D'une manière très, très stricte, les véhicules avec Start/Stop qui profitent de la rétention du moteur pour charger la batterie peuvent être considérés comme des véhicules avec KERS électrique, car ils transforment l'énergie cinétique de la rotation du vilebrequin en courant qui est stocké dans la batterie de 12V. Je ne cherche pas à savoir s'il s'agit de micro-hybrides ou non, car certains d'entre vous exigent un alternateur réversible, capable de faire office de démarreur, pour considérer un véhicule comme tel. Mais dans ce cas, rassurez-vous, l'électrification des véhicules à essence non hybrides va continuer à progresser, comme l'a annoncé Bosch il y a quelques années avec l'annonce de son système Start/Stop avec mode de conduite "voile", capable d'éteindre le moteur à combustion lorsque nous laissons la voiture au point mort sans accélérer ni freiner.

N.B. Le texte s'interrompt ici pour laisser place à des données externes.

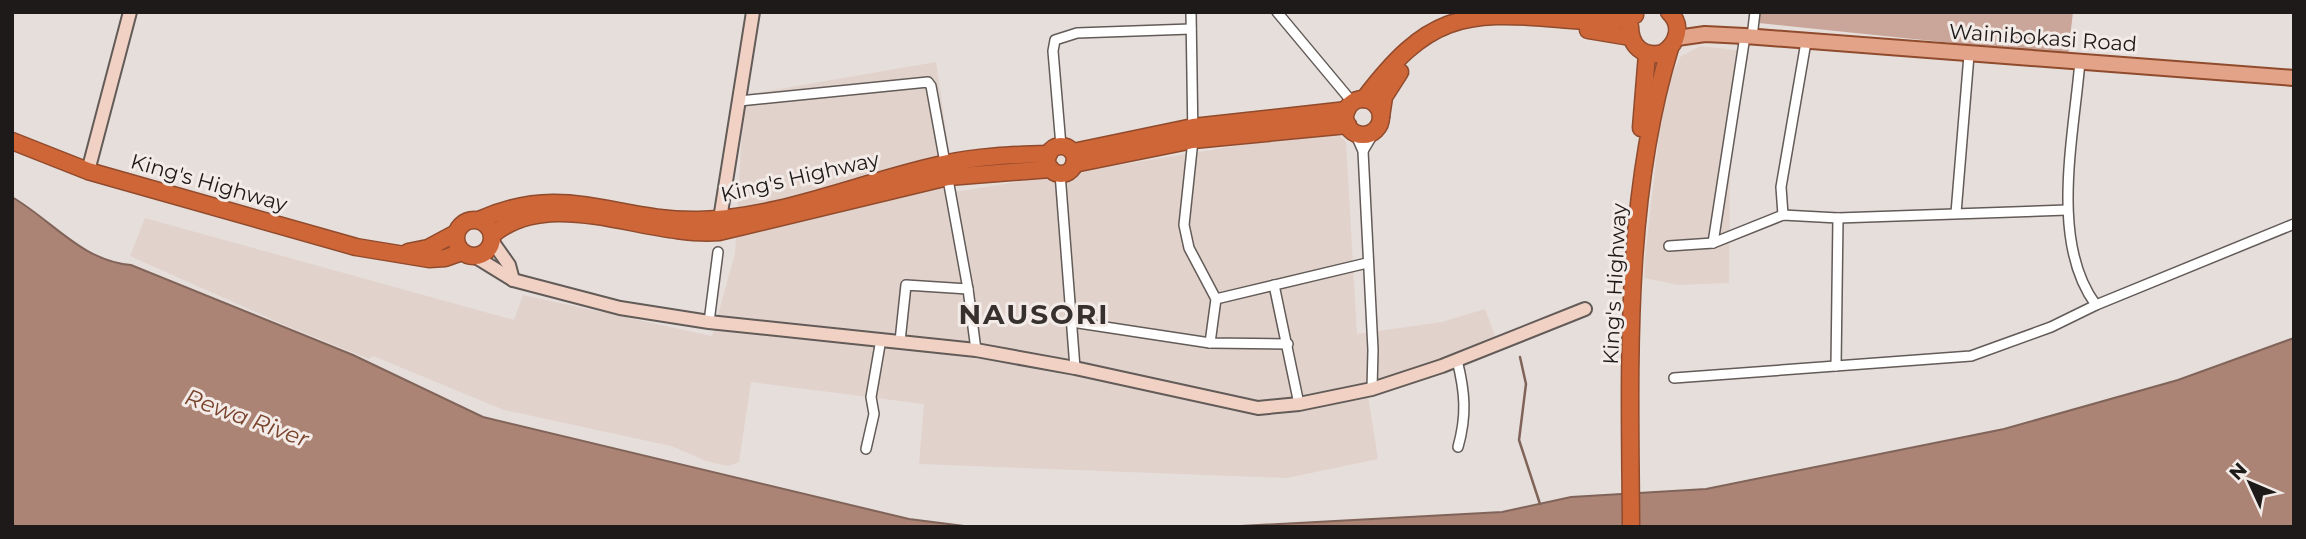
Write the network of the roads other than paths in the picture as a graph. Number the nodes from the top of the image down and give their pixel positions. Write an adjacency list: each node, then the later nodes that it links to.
1 (130, 12): 27 (street)
2 (753, 12): 19 (street)
3 (1191, 12): 9 (street)
4 (1277, 12): 20 (street)
5 (1755, 12): 11 (street)
6 (1637, 14): 8 (highway); 12 (highway)
7 (1672, 14): 10 (main road, Wainibokasi Road); 14 (highway)
8 (1468, 18): 12 (highway); 20 (highway); 21 (highway)
9 (1191, 29): 22 (street); 25 (street)
10 (1705, 34): 11 (main road, Wainibokasi Road); 14 (main road, Wainibokasi Road)
11 (1748, 36): 13 (main road, Wainibokasi Road); 37 (street)
12 (1630, 37): 15 (highway)
13 (1806, 42): 16 (main road, Wainibokasi Road); 30 (street)
14 (1674, 43): 15 (highway); 62 (highway, King's Highway)
15 (1647, 54): 62 (highway, King's Highway)
16 (1969, 55): 17 (main road, Wainibokasi Road); 29 (street)
17 (2080, 61): 18 (main road, Wainibokasi Road); 28 (street)
18 (2294, 78)
19 (739, 101): 26 (street); 32 (street)
20 (1353, 114): 21 (highway, King's Highway); 21 (highway); 22 (highway, King's Highway); 24 (street)
21 (1379, 123): 24 (street)
22 (1193, 134): 25 (highway, King's Highway); 46 (street)
23 (12, 141): 27 (highway, King's Highway)
24 (1363, 150): 42 (street)
25 (1061, 160): 26 (highway, King's Highway); 50 (street)
26 (946, 170): 32 (highway, King's Highway); 36 (highway, King's Highway); 45 (street)
27 (88, 171): 40 (highway, King's Highway)
28 (2067, 210): 29 (street); 47 (street)
29 (1956, 214): 31 (street)
30 (1783, 215): 31 (street); 37 (street)
31 (1838, 218): 57 (street)
32 (720, 219): 33 (highway, King's Highway)
33 (479, 220): 35 (highway); 36 (highway)
34 (2294, 224): 47 (street)
35 (456, 233): 40 (highway, King's Highway); 41 (highway)
36 (492, 238): 41 (highway); 43 (street)
37 (1713, 243): 38 (street)
38 (1669, 246)
39 (718, 251): 49 (street)
40 (399, 254): 41 (highway, King's Highway)
41 (468, 254): 43 (street)
42 (1367, 263): 44 (street); 60 (street)
43 (513, 280): 49 (street)
44 (1274, 285): 46 (street); 54 (street)
45 (968, 289): 52 (street); 55 (street)
46 (1216, 299): 53 (street)
47 (2096, 305): 57 (street)
48 (1585, 309): 56 (street)
49 (709, 322): 51 (street)
50 (1072, 322): 53 (street); 58 (street)
51 (881, 339): 52 (street); 64 (street)
52 (900, 341): 55 (street)
53 (1210, 343): 54 (street)
54 (1288, 344): 61 (street)
55 (976, 350): 58 (street)
56 (1458, 360): 60 (street); 63 (street)
57 (1836, 366): 59 (street)
58 (1075, 368): 61 (street)
59 (1674, 378)
60 (1373, 389): 61 (street)
61 (1299, 404)
62 (1625, 445): 65 (highway, King's Highway); 66 (highway, King's Highway)
63 (1458, 447)
64 (866, 449)
65 (1621, 527)
66 (1630, 527)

Ceci, à son tour, pourrait être amélioré avec un système de freinage par récupération qui permet de ne pas allumer le moteur pour arrêter le véhicule, et de charger une petite batterie d'environ 5 kW, qui pourrait être utilisée pour démarrer le véhicule à travers l'alternateur réversible ou un moteur électrique qui, à son tour, pourrait alimenter un turbo mécatronique. Il existe de nombreuses possibilités.

Auriez-vous économisé tout cela, si vous aviez payé ce que l'atelier officiel demandait ?

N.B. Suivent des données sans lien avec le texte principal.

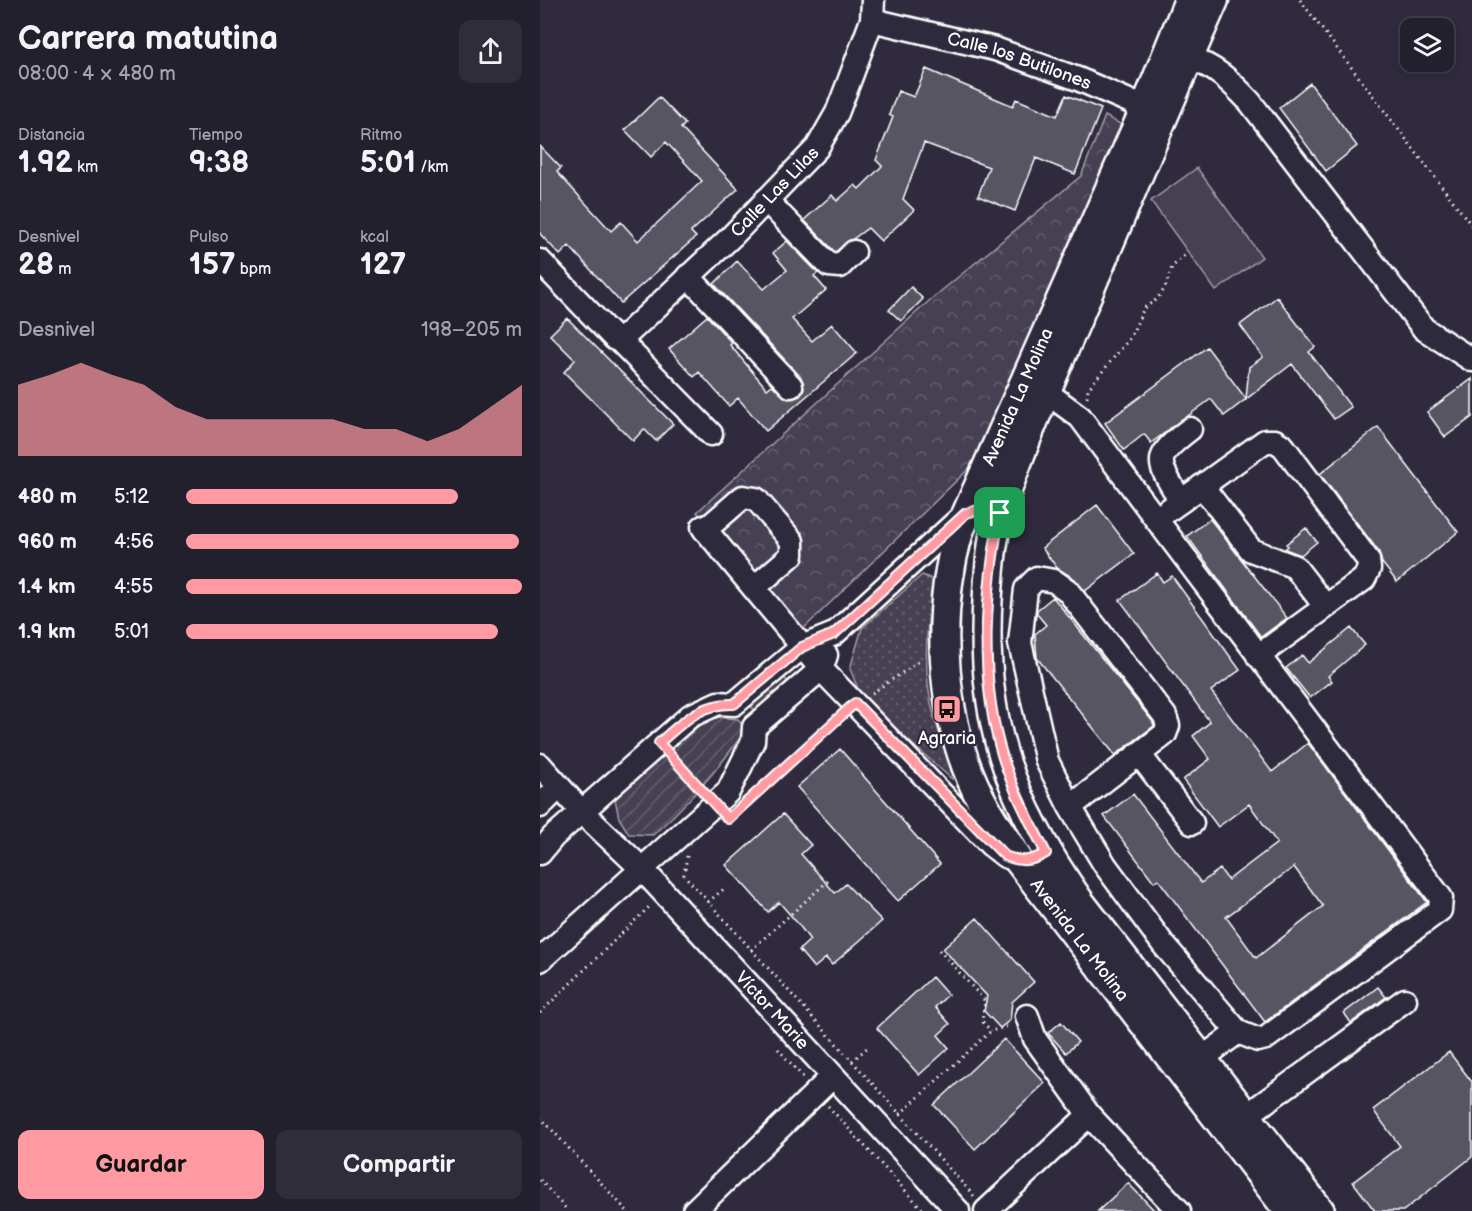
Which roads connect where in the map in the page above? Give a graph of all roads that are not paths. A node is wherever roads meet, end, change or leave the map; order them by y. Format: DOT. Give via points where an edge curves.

C'est possible. Le distributeur de batteries a listé la Varta Silver Dynamic AGM comme étant celle du propriétaire du garage où nous sommes allés à environ 178 euros ; avec une remise plus importante pour acheter cette batterie et en ajoutant environ 25-30 euros de main d'œuvre, il ne serait pas déraisonnable de penser que le garage officiel aurait installé cette batterie, reprogrammé l'unité de contrôle et nous aurait dit que le Start/Stop prendra une semaine pour fonctionner à nouveau, et que si ce n'est pas le cas, nous devrions y retourner. Il est également possible qu'ils aient installé une autre batterie au gel, avec les mêmes spécifications, et que lorsque vous quittez l'atelier, le Start/Stop fonctionne car il n'y a pas besoin de le reprogrammer.

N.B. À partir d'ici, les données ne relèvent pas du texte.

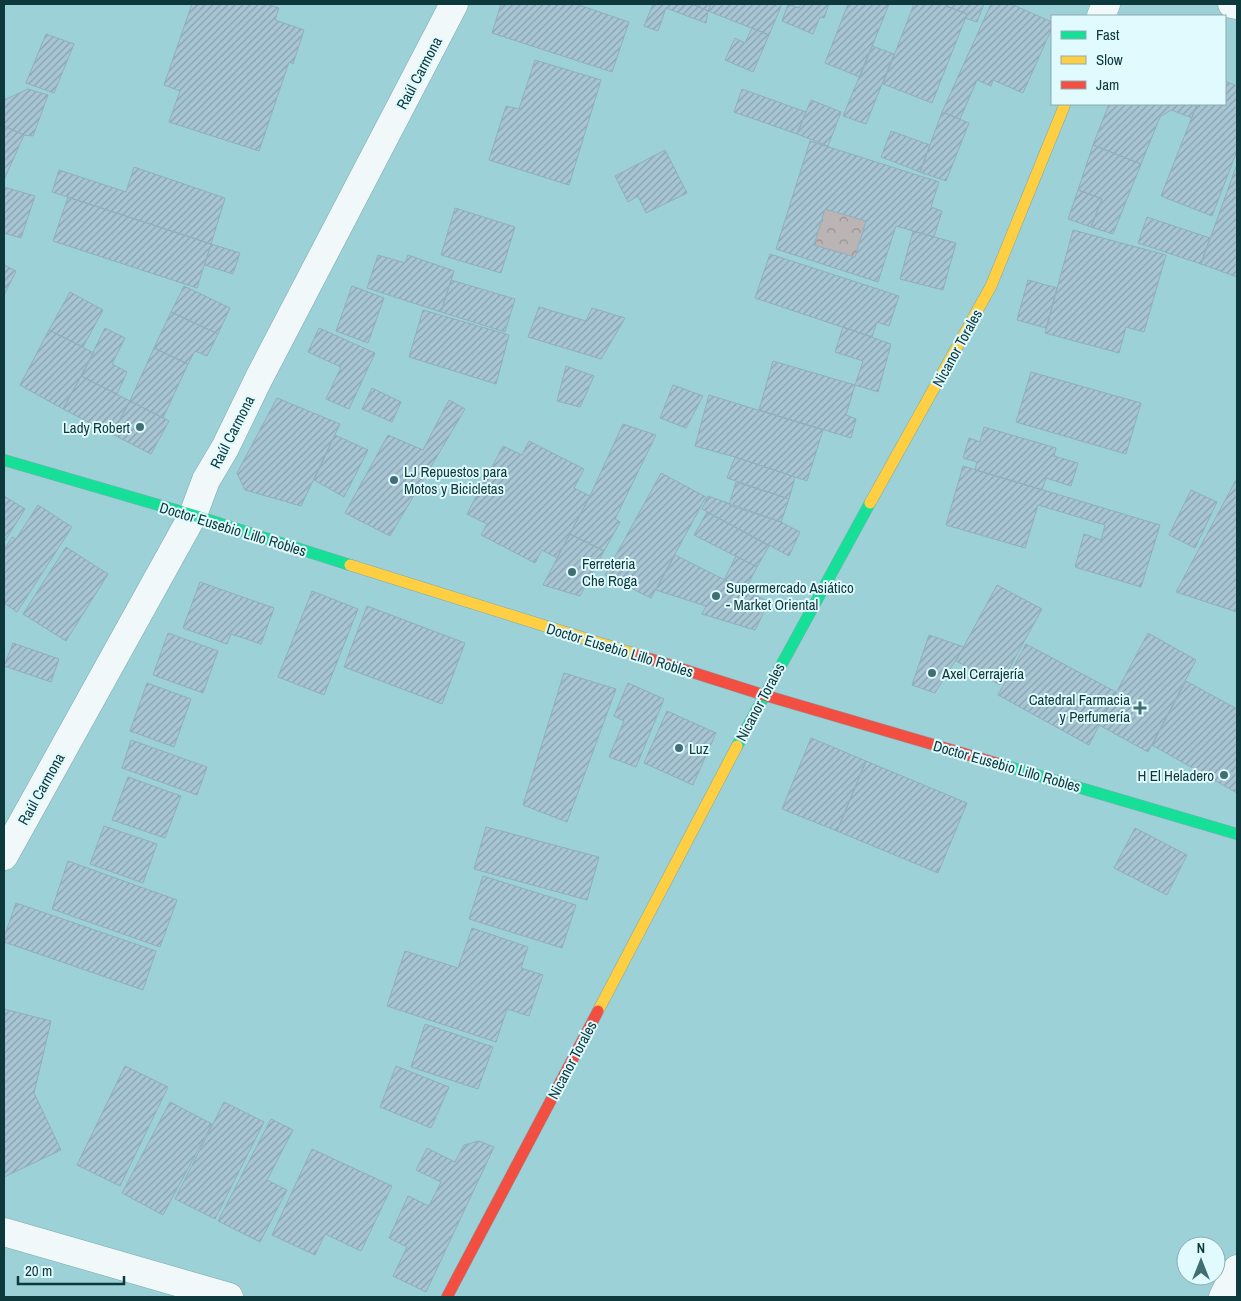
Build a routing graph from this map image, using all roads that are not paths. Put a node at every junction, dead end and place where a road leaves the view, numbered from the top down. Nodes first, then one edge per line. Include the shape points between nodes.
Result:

L'atelier officiel pourrait également éviter les erreurs causées par la perte d'alimentation des unités de commande en alimentant le véhicule en électricité pendant le remplacement de la batterie. Mais ce qui est clair, c'est qu'ils nous auraient offert la sécurité d'avoir trouvé et résolu le problème, et de ne pas avoir à nous inquiéter de savoir pourquoi le Start/Stop ne fonctionnait pas. Ce que nous avons économisé en argent, nous l'avons payé en souffrance et en anxiété, mais au moins l'article que vous avez devant vous s'en est sorti, et heureusement j'ai encore une voiture pour raconter l'histoire.

Maintenant, si vous voulez bien m'excuser, j'ai été informé que ce matin, le Lion a reçu du jus de dinosaure à boire jusqu'à ce que son estomac soit plein, alors je pense que je vais l'aider à digérer un peu.